Nintendo passe à la vitesse supérieure et envisage désormais des acquisitions ciblées pour étoffer son écosystème. L’entreprise japonaise amorce un virage stratégique majeur, en lien direct avec la préparation de la Nintendo Switch 2. En parallèle, elle travaille à renforcer ses capacités internes et à consolider ses partenariats historiques.
Un changement de stratégie pour accompagner la Switch 2
Traditionnellement prudente lors des transitions de génération, Nintendo change de ton. Shuntaro Furukawa, président de la firme, a clairement indiqué que les efforts se concentrent désormais sur la Nintendo Switch 2. Même si quelques titres sont encore prévus sur la console actuelle, comme Tomodachi Life: Living the Dream ou Rhythm Heaven Grooven, l’essentiel des ressources vise l’avenir.
Cette volonté de transition structurée s’accompagne d’investissements concrets. À Kyoto, Nintendo agrandit son infrastructure avec la construction du Corporate Headquarters Development Center Building No. 2. Ce nouveau bâtiment viendra accueillir davantage d’équipes qui travailleront sur les futurs titres développés en interne. Nintendo cherche donc à monter en puissance sans sacrifier sa maîtrise artisanale.

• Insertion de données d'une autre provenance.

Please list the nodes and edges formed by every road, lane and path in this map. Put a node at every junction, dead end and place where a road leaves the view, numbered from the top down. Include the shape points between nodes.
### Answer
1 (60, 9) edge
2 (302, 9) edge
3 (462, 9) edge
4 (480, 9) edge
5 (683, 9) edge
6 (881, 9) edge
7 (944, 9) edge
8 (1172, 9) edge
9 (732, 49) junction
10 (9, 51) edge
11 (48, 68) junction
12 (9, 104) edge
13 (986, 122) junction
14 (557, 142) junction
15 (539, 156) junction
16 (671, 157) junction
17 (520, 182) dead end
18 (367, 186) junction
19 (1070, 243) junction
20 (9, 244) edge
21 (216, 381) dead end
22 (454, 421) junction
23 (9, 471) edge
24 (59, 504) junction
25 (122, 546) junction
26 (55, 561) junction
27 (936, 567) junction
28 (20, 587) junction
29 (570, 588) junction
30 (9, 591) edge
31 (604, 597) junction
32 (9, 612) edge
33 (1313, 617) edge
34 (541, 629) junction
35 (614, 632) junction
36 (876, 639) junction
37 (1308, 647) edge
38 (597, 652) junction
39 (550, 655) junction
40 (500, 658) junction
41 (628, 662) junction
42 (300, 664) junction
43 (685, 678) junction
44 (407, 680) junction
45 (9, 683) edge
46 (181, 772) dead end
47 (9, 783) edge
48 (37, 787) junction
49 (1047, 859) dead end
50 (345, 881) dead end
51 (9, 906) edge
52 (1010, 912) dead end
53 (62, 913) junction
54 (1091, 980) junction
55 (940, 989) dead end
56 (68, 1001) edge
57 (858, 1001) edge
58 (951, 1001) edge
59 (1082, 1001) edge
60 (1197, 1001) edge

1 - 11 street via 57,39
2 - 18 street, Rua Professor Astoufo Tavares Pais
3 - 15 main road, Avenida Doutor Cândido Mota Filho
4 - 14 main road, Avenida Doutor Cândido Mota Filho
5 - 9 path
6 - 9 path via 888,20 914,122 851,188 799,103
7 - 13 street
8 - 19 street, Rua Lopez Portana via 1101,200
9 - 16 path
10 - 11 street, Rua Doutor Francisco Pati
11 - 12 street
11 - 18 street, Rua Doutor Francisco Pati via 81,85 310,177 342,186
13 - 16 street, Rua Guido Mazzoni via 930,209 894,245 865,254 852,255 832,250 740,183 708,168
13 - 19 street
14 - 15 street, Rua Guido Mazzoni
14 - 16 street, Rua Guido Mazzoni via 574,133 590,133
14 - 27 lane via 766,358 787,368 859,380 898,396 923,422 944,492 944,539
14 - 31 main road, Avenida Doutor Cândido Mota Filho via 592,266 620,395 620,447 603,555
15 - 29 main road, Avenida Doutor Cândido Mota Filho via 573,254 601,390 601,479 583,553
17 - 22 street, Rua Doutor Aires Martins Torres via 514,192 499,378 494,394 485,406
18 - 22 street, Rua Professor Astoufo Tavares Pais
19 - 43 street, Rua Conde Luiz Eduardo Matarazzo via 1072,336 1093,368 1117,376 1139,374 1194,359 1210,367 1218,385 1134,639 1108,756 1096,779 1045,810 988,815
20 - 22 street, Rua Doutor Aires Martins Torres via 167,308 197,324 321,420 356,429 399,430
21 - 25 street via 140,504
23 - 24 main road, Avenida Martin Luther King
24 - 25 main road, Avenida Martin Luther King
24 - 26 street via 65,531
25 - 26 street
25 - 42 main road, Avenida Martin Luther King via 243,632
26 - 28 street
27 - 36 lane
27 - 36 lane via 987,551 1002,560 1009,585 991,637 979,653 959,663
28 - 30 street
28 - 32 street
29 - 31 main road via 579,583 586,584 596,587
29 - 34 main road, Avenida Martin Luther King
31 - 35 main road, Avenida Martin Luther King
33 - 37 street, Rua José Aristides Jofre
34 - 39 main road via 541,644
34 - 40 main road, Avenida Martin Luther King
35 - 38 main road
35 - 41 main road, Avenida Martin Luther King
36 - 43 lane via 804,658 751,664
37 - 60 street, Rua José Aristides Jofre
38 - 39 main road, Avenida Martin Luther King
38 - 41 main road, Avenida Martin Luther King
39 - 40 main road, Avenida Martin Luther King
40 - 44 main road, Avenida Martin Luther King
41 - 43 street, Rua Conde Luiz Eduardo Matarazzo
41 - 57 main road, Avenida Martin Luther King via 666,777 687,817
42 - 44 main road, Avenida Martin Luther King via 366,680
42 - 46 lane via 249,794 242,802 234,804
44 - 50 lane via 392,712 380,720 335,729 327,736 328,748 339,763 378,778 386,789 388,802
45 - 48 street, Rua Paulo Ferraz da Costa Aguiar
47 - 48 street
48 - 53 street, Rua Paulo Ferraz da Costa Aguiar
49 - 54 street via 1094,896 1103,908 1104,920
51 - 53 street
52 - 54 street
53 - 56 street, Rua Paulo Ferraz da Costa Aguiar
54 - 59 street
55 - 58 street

Vers des rachats ciblés de studios partenaires
Autre évolution notable de la stratégie maison : l’ouverture à des acquisitions. Contrairement à Microsoft ou Sony, souvent plus agressifs sur le terrain du rachat, Nintendo privilégie une approche mesurée. L’idée n’est pas de grossir à tout prix, mais bien de consolider ce qui fonctionne déjà depuis des années.
La liste des studios évoqués reflète cette logique. Il ne s’agit pas de grands noms internationaux, mais de partenaires de longue date avec qui Nintendo travaille régulièrement, notamment sur des licences fortes :
- Grezzo, connu pour son travail sur The Legend of Zelda: Echoes of Wisdom ou encore les remakes des épisodes 3DS.
- Good-Feel, aux commandes du très coloré Princess Peach: Showtime! et de titres comme Yoshi’s Crafted World.
- Tantalus, responsable du portage HD de Skyward Sword sur Switch, toujours dans un esprit fidèle aux attentes de Nintendo.
- ILCA, qui a piloté les remakes Pokémon Diamant Étincelant et Perle Scintillante, en collaboration étroite avec Game Freak et The Pokémon Company.
Ces studios ne font pas encore partie de Nintendo, mais le lien est solide. Leur intégration pourrait s’avérer logique à ce stade du cycle, surtout si Nintendo veut gagner en efficacité et garantir une qualité homogène, même à plus grande échelle.
Plus de contrôle, sans perdre l’ADN Nintendo
Avec cette nouvelle politique, Nintendo cherche un équilibre : structurer sa production autour de compétences connues et fiables, tout en élargissant ses capacités. On reste loin d’un modèle type “conglomérat” à la Xbox, et c’est sans doute mieux ainsi. La marque tient à son identité et préfère miser sur des talents qu’elle connaît déjà.
Ce mouvement montre aussi que Nintendo prend au sérieux le défi que représentera le lancement de la Switch 2. Si l’entreprise veut éviter un trou d’air en début de cycle, il lui faut des jeux solides, en quantité suffisante, et dès le lancement. D’où une construction pensée, plutôt qu’une course effrénée à l’expansion. Ce n’est pas dans ses habitudes de changer de cap aussi nettement, et c’est justement ce qui rend cette évolution intéressante.